It’s a familiar place for the select few; a quiet atmosphere mixed with the hustle and bustle of doctors and nurses. It’s a place not for the faint of heart, where parents become stronger than they could ever imagine. It’s a place where happiness can turn into heartache in a matter of seconds, and where those tears of sadness can transform back into joy within minutes. For the families who experience the neonatal intensive care unit, a roller coaster of emotions is a guarantee. It’s a place I remember vividly, as my family called the NICU “home” for nearly four months.
It only takes one breath to bring back the memories of my experience as a Nicu parent. The distinct smell of the hospital will always stay with me, and the alarms and beeps of the machines bring back a rush of adrenaline and fear. In 2013, I gave birth to triplets more than 17 weeks premature. My first-born never made it to the Nicu; she passed away in our arms in the hospital delivery room. Her brother and sister were whisked away to the Nicu. At 22 weeks 6 days, they were the youngest babies our hospital was treating. Our son never experienced life outside the hospital walls; he passed away just shy of two months old. Our lone surviving triplet spent 116 days in the Nicu. She’s now a healthy 5-year-old, a perfect testament to overcoming the toughest obstacles. The NICU will always hold a special place in our hearts and that holds true for so many other families. Here are 12 signs that you are a NICU parent:
You measure your child’s weight in grams, not pounds
You keep a conversion chart handy or download an app. You cry tears of joy when your child reaches that 2000 gram mark (over 4 pounds).
You know so many medical terms, strangers assume you’re a medical student
TPN, CPAP, NG are more than just initials. When a doctor explains your baby’s latest setback, you begin feverishly researching. You even consider becoming a nurse after spending so much time getting to know your baby’s conditions.
“Do you want to hold your child?” takes on a whole new meaning
It may be days or weeks after birth when you first hold your child. Your heart feels like it may burst with love as your baby melts onto your chest for that first “Kangaroo Care” experience.
When you see a syringe, you think it’s for feeding
Food is measured in CC’s for the littlest babies. You jump for joy when the measurements change over to ounces.

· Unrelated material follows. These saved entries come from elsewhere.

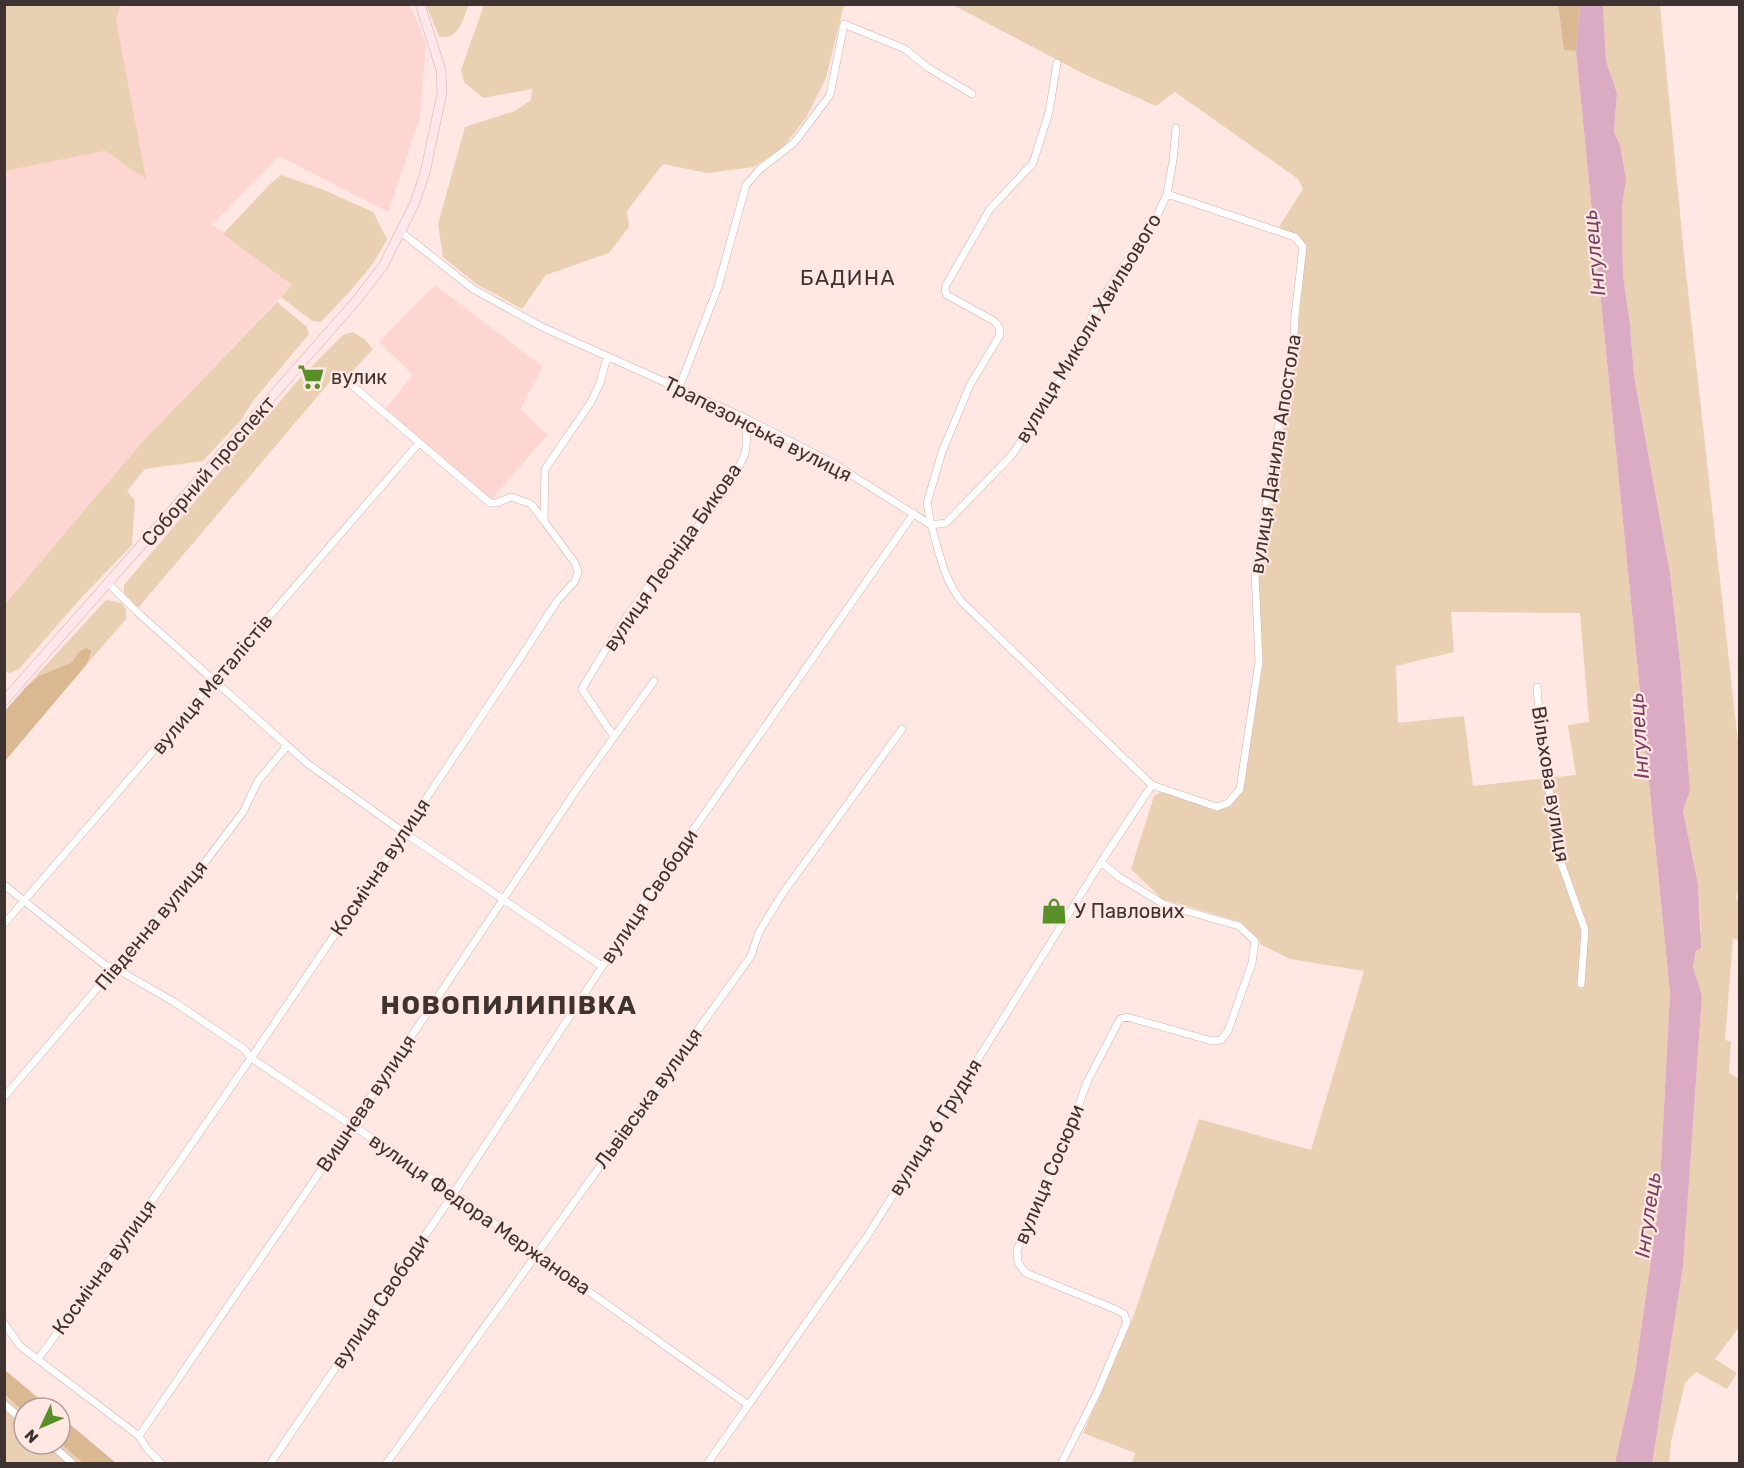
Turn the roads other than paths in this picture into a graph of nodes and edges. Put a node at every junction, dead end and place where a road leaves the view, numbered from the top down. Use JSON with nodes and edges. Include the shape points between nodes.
{"nodes":[{"id":1,"x":420,"y":4,"type":"edge"},
{"id":2,"x":1057,"y":63,"type":"dead end"},
{"id":3,"x":972,"y":94,"type":"dead end"},
{"id":4,"x":1176,"y":128,"type":"dead end"},
{"id":5,"x":1167,"y":194,"type":"junction"},
{"id":6,"x":401,"y":232,"type":"junction"},
{"id":7,"x":607,"y":357,"type":"junction"},
{"id":8,"x":340,"y":375,"type":"dead end"},
{"id":9,"x":679,"y":388,"type":"junction"},
{"id":10,"x":747,"y":419,"type":"junction"},
{"id":11,"x":419,"y":444,"type":"junction"},
{"id":12,"x":914,"y":513,"type":"junction"},
{"id":13,"x":544,"y":521,"type":"junction"},
{"id":14,"x":931,"y":525,"type":"junction"},
{"id":15,"x":109,"y":584,"type":"junction"},
{"id":16,"x":216,"y":680,"type":"junction"},
{"id":17,"x":654,"y":681,"type":"dead end"},
{"id":18,"x":1537,"y":687,"type":"dead end"},
{"id":19,"x":4,"y":701,"type":"edge"},
{"id":20,"x":902,"y":729,"type":"dead end"},
{"id":21,"x":614,"y":737,"type":"junction"},
{"id":22,"x":287,"y":746,"type":"junction"},
{"id":23,"x":1152,"y":784,"type":"junction"},
{"id":24,"x":403,"y":832,"type":"junction"},
{"id":25,"x":1101,"y":862,"type":"junction"},
{"id":26,"x":4,"y":885,"type":"edge"},
{"id":27,"x":504,"y":900,"type":"junction"},
{"id":28,"x":24,"y":901,"type":"junction"},
{"id":29,"x":4,"y":924,"type":"edge"},
{"id":30,"x":602,"y":966,"type":"junction"},
{"id":31,"x":115,"y":968,"type":"junction"},
{"id":32,"x":1581,"y":984,"type":"dead end"},
{"id":33,"x":251,"y":1058,"type":"junction"},
{"id":34,"x":4,"y":1097,"type":"edge"},
{"id":35,"x":352,"y":1125,"type":"junction"},
{"id":36,"x":454,"y":1193,"type":"junction"},
{"id":37,"x":536,"y":1254,"type":"junction"},
{"id":38,"x":4,"y":1323,"type":"edge"},
{"id":39,"x":38,"y":1359,"type":"junction"},
{"id":40,"x":747,"y":1404,"type":"junction"},
{"id":41,"x":139,"y":1436,"type":"junction"},
{"id":42,"x":162,"y":1464,"type":"edge"},
{"id":43,"x":270,"y":1464,"type":"edge"},
{"id":44,"x":386,"y":1464,"type":"edge"},
{"id":45,"x":707,"y":1464,"type":"edge"},
{"id":46,"x":1061,"y":1464,"type":"edge"}],
"edges":[{"from":1,"to":6,"type":"main road","name":"Соборний проспект","via":[[441,70],[441,93],[425,173]]},
{"from":2,"to":14,"type":"street","via":[[1049,112],[1033,163],[990,209],[946,285],[947,295],[994,321],[1000,335],[970,385],[942,452],[927,503]]},
{"from":3,"to":9,"type":"street","via":[[905,49],[844,24],[830,95],[794,143],[746,185],[718,287]]},
{"from":4,"to":5,"type":"street","name":"вулиця Миколи Хвильового"},
{"from":5,"to":14,"type":"street","name":"вулиця Миколи Хвильового","via":[[1156,218],[1095,309],[1076,353],[1012,455],[946,524]]},
{"from":5,"to":23,"type":"street","name":"вулиця Данила Апостола","via":[[1295,237],[1303,247],[1293,353],[1255,573],[1259,661],[1240,789],[1228,803],[1217,807]]},
{"from":6,"to":7,"type":"street","name":"Трапезонська вулиця","via":[[473,289]]},
{"from":6,"to":15,"type":"main road","name":"Соборний проспект","via":[[383,266],[356,301]]},
{"from":7,"to":9,"type":"street","name":"Трапезонська вулиця"},
{"from":7,"to":13,"type":"street","via":[[591,402],[545,469]]},
{"from":8,"to":11,"type":"street"},
{"from":9,"to":10,"type":"street","name":"Трапезонська вулиця"},
{"from":10,"to":12,"type":"street","name":"Трапезонська вулиця","via":[[831,462]]},
{"from":10,"to":21,"type":"street","name":"вулиця Леоніда Бикова","via":[[745,453],[725,487],[650,585],[582,689]]},
{"from":11,"to":13,"type":"street","name":"Космічна вулиця","via":[[490,503],[511,497],[531,504]]},
{"from":11,"to":16,"type":"street","name":"вулиця Металістів"},
{"from":12,"to":14,"type":"street","name":"Трапезонська вулиця"},
{"from":12,"to":30,"type":"street","name":"вулиця Свободи"},
{"from":13,"to":24,"type":"street","name":"Космічна вулиця","via":[[575,563],[575,581]]},
{"from":14,"to":23,"type":"street","via":[[952,590],[962,602]]},
{"from":15,"to":16,"type":"street"},
{"from":15,"to":19,"type":"main road","name":"Соборний проспект"},
{"from":16,"to":22,"type":"street"},
{"from":16,"to":28,"type":"street","name":"вулиця Металістів"},
{"from":17,"to":21,"type":"street","name":"Вишнева вулиця"},
{"from":18,"to":32,"type":"street","name":"Вільхова вулиця","via":[[1558,854],[1585,930]]},
{"from":20,"to":37,"type":"street","name":"Львівська вулиця","via":[[783,893],[759,932],[751,956]]},
{"from":21,"to":27,"type":"street","name":"Вишнева вулиця"},
{"from":22,"to":24,"type":"street"},
{"from":22,"to":31,"type":"street","name":"Південна вулиця","via":[[258,781],[243,812],[212,853]]},
{"from":23,"to":25,"type":"street","name":"вулиця 6 Грудня"},
{"from":24,"to":27,"type":"street"},
{"from":24,"to":33,"type":"street","name":"Космічна вулиця"},
{"from":25,"to":40,"type":"street","name":"вулиця 6 Грудня","via":[[868,1235]]},
{"from":25,"to":46,"type":"street","name":"вулиця Сосюри","via":[[1119,878],[1165,904],[1239,926],[1255,941],[1248,973],[1228,1031],[1221,1040],[1212,1041],[1127,1017],[1120,1019],[1087,1082],[1062,1151],[1017,1250],[1018,1263],[1026,1273],[1117,1310],[1127,1322]]},
{"from":26,"to":28,"type":"street","name":"вулиця Федора Мержанова"},
{"from":27,"to":30,"type":"street"},
{"from":27,"to":35,"type":"street","name":"Вишнева вулиця"},
{"from":28,"to":29,"type":"street","name":"вулиця Металістів"},
{"from":28,"to":31,"type":"street","name":"вулиця Федора Мержанова","via":[[105,965]]},
{"from":30,"to":36,"type":"street","name":"вулиця Свободи"},
{"from":31,"to":33,"type":"street","name":"вулиця Федора Мержанова","via":[[174,1002],[244,1049]]},
{"from":31,"to":34,"type":"street","name":"Південна вулиця"},
{"from":33,"to":35,"type":"street","name":"вулиця Федора Мержанова"},
{"from":33,"to":39,"type":"street","name":"Космічна вулиця"},
{"from":35,"to":36,"type":"street","name":"вулиця Федора Мержанова"},
{"from":35,"to":41,"type":"street","name":"Вишнева вулиця"},
{"from":36,"to":37,"type":"street","name":"вулиця Федора Мержанова"},
{"from":36,"to":43,"type":"street","name":"вулиця Свободи"},
{"from":37,"to":40,"type":"street","name":"вулиця Федора Мержанова"},
{"from":37,"to":44,"type":"street","name":"Львівська вулиця"},
{"from":38,"to":39,"type":"street","via":[[20,1346]]},
{"from":39,"to":41,"type":"street"},
{"from":40,"to":45,"type":"street","name":"вулиця 6 Грудня"},
{"from":41,"to":42,"type":"street"}]}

Your child’s first clothing comes from a doll
Too small to fit into preemie clothing, you find that Build-A-Bear makes adorable outfits that can be used for more than just stuffed animals.
You see a full term baby and he looks like a giant
5lbs seems large, but a typical 7-8 pound healthy baby? Woah! Are you sure he is a newborn???
You time your breast-pumping schedule around the NICU in order to use hospital grade pumps
Sure, I have a breast-pump at home, but you can get 5 ounces more by using the powerful pumps in the NICU. Plus, the pumping room provides hours of entertainment and hospital gossip!
You cringe when you pass a pregnant women complaining about her third trimester
You would give anything to make it to 32 weeks. For micro-preemie parents, the thought of even making it to your third trimester would be a dream come true.
Your car is on autopilot — you could drive the hospital route in your sleep
Even after leaving the Nicu, you drive half way to the hospital before realizing your child is home and you actually meant to drive to the grocery store.
You buy hand sanitizer in bulk when you hear your child will be coming home soon
You place giant containers of hand sanitizer at the front door, in the nursery, living room, kitchen and every other room of the house. You also have a box of surgical masks on hand in case you feel a cold coming on.
Your child wears newborn size diapers for six months
Friends start giving you their boxes of diapers that their newborn baby never used. You celebrate when your child finally gets to wear size 1 diapers.
You believe in miracles
Every child is a miracle, but experiencing the NICU gives you a new appreciation for all babies. Your child beat the odds and has proven that the smallest babies can put up the biggest fight.